Het praatje met Sally is mijn dunne verbindingslijn met de wereld en de mensen. Mail en telefoon houd ik beperkt tot het hoogst noodzakelijke. Met geknepen mond en bezorgde blik heeft mijn zoon mijn plan aangehoord. Of ik het zeker wist en hoe onverstandig het was op dit moment maar dat ik in geval van nood altijd... Mijn vrienden lieten hetzelfde weten, maar ik geloof niet dat het hun iets kon schelen. Mijn dochter vond het een goed idee. Die was blij toe, enerzijds omdat ze van me af was, anderzijds omdat ze altijd op mijn abjecte afhankelijk­heid hamert.
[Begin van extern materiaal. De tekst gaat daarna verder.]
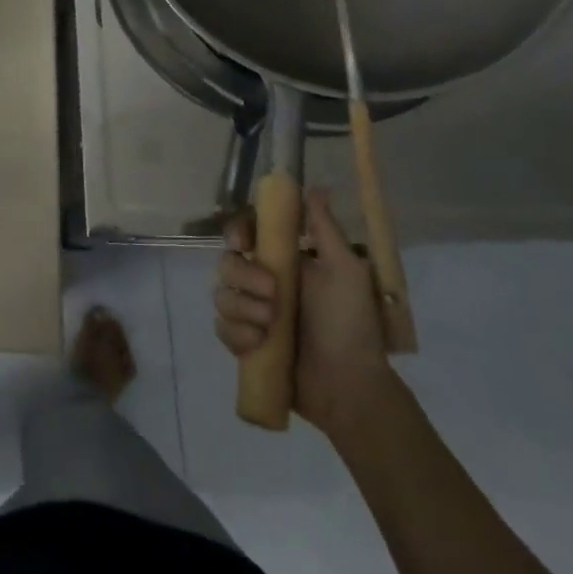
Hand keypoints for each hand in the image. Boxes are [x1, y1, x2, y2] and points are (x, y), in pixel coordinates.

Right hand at [214, 187, 393, 436]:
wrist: (351, 386)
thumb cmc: (351, 324)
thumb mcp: (346, 271)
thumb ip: (325, 229)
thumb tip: (315, 186)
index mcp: (284, 261)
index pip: (245, 233)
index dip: (236, 231)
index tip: (243, 241)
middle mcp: (261, 282)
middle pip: (226, 262)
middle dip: (244, 277)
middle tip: (273, 295)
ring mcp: (250, 313)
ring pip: (221, 294)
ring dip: (243, 308)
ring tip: (271, 326)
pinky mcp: (243, 343)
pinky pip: (221, 327)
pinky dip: (238, 334)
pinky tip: (259, 344)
Haar zelfstandigheid is agressief, mijn versie van eigenwaarde wil ze niet snappen. Nu heb ik in haar ogen toch iets goed gedaan. Toen ik op de boot van Cherbourg naar Ross­lare katmisselijk van de deining en de stank van het smerige eten aan boord in mijn hut lag, wist ik dat ik de juiste beslis­sing had genomen. Dat er zelfs geen andere mogelijk was. Ik ben aan niemand verantwoording schuldig. Niemand is aan mij verantwoording schuldig. Ik ben alleen. Dat is de grote verandering. Met de uitspraak dat de mens de warmte van een kudde nodig heeft veeg ik voorlopig mijn gat af. Hyena’s zijn het.
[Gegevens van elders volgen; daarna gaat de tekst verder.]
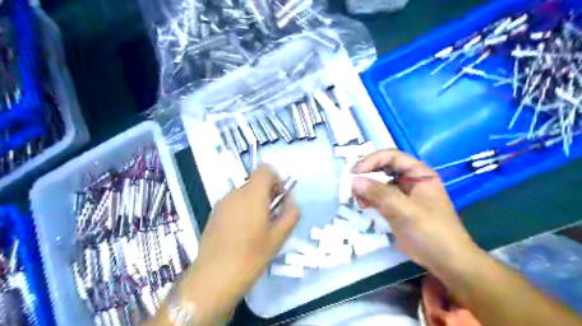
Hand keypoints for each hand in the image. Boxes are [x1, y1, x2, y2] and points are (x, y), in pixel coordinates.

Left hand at [192, 165, 299, 297]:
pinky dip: (242, 209)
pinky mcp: (213, 214)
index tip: (280, 197)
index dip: (276, 178)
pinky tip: (242, 233)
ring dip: (254, 202)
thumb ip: (291, 213)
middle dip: (267, 193)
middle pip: (255, 181)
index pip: (265, 169)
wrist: (214, 277)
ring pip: (244, 193)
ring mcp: (222, 203)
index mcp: (252, 195)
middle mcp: (235, 193)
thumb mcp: (279, 236)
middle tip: (272, 216)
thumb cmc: (251, 256)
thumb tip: (290, 199)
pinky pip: (233, 203)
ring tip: (257, 227)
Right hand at [350, 149, 476, 271]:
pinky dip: (369, 199)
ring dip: (366, 188)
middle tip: (351, 185)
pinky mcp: (397, 208)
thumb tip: (354, 181)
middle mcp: (410, 180)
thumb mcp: (405, 210)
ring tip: (356, 198)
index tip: (354, 172)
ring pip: (379, 183)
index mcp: (418, 173)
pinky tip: (363, 205)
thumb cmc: (430, 231)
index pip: (391, 156)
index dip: (371, 160)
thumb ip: (379, 193)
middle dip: (366, 175)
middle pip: (383, 168)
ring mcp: (403, 194)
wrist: (446, 261)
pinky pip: (379, 197)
Een kist vol boeken heb ik meegenomen, alles wat ongelezen in de kast stond te wachten op mijn ouderdom of een langdu­rige maar weinig hinderlijke ziekte. Hoe dikker en moeilijker de romans hoe beter. Zelfs de hele Proust is erbij, hoewel ik die eerlijk gezegd minder kans geef dan Leven en lot van Grossman of Look Homeward, Angel van Thomas Wolfe. De tweede helft van de Jozef­-romans van Mann zal er nu eindelijk aan moeten geloven. In een heel dikke jas van literatuur verpak ik me. Met al die boeken aan kan ik vallen zonder me te bezeren. Ik zie mezelf staan in een gewatteerd pak terwijl valse politiehon­den op me afspringen en zich grommend vastbijten.
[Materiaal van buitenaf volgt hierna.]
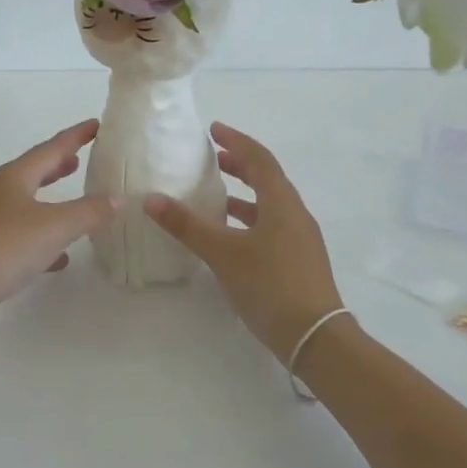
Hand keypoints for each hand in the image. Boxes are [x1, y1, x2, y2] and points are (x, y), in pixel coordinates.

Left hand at [0, 120, 121, 333]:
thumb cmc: (3, 247)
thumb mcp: (54, 227)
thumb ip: (89, 212)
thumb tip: (118, 198)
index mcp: (15, 177)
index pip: (51, 148)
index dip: (75, 136)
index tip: (97, 125)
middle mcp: (0, 192)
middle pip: (35, 171)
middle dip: (58, 165)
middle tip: (81, 158)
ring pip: (28, 202)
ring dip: (51, 198)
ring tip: (74, 198)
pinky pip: (23, 235)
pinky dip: (43, 237)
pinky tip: (60, 256)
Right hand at [144, 122, 343, 362]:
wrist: (315, 337)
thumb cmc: (270, 285)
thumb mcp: (223, 253)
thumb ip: (187, 225)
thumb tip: (152, 199)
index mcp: (282, 203)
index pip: (259, 159)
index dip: (236, 141)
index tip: (214, 130)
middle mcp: (295, 214)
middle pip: (267, 179)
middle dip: (240, 165)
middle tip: (213, 159)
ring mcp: (300, 239)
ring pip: (269, 205)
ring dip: (243, 195)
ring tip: (214, 196)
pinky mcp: (298, 260)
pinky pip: (271, 226)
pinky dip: (248, 220)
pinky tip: (229, 237)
Zal ik citaten markeren in de boeken die ik lees? De ene na de andere wijze, diepzinnige of verrassende uitspraak waar­ mee ik de wanden van mijn brein behang om er rustig naar te kunnen kijken en te knikken: helemaal waar, zo is ’t precies, altijd al gedacht, nu je het zegt, de spijker op zijn kop. Al die citaten vormen dan samen mijn levensfilosofie, geleende kruk­ken om mee voort te strompelen. Wat zouden de bedenkers er zelf aan hebben gehad behalve een vluchtige voldoening: zie­ zo, die vlinder is opgeprikt. Dit bijvoorbeeld is een citaat uit Leven en lot, belangrijk genoeg gevonden door de auteur van het wikilemma: ‘De meeste mensen op aarde doen nooit een poging “het goede” te definiëren. Wat is het goede? Goed voor wie? Bestaat er een algemeen concept van het goede, toepas­baar op alle mensen, alle volkeren, alle levensomstandighe­den? Of bestaat het goede voor mij in het kwade voor jou, het goede voor mijn volk in het kwade voor jouw volk? Is het goe­ de eeuwig en onveranderlijk? Of is wat gisteren goed was van­daag slecht en is het kwaad van gisteren het goede van van­daag?’ Lijkt me qua vraagstelling een open deur. Het goede bestaat niet buiten de mens. Het goede is daarom een belang. ‘Het goede is een belang.’ Zal ik dat zinnetje dan maar met een punaise ophangen? Zal ik het eerst verdoven?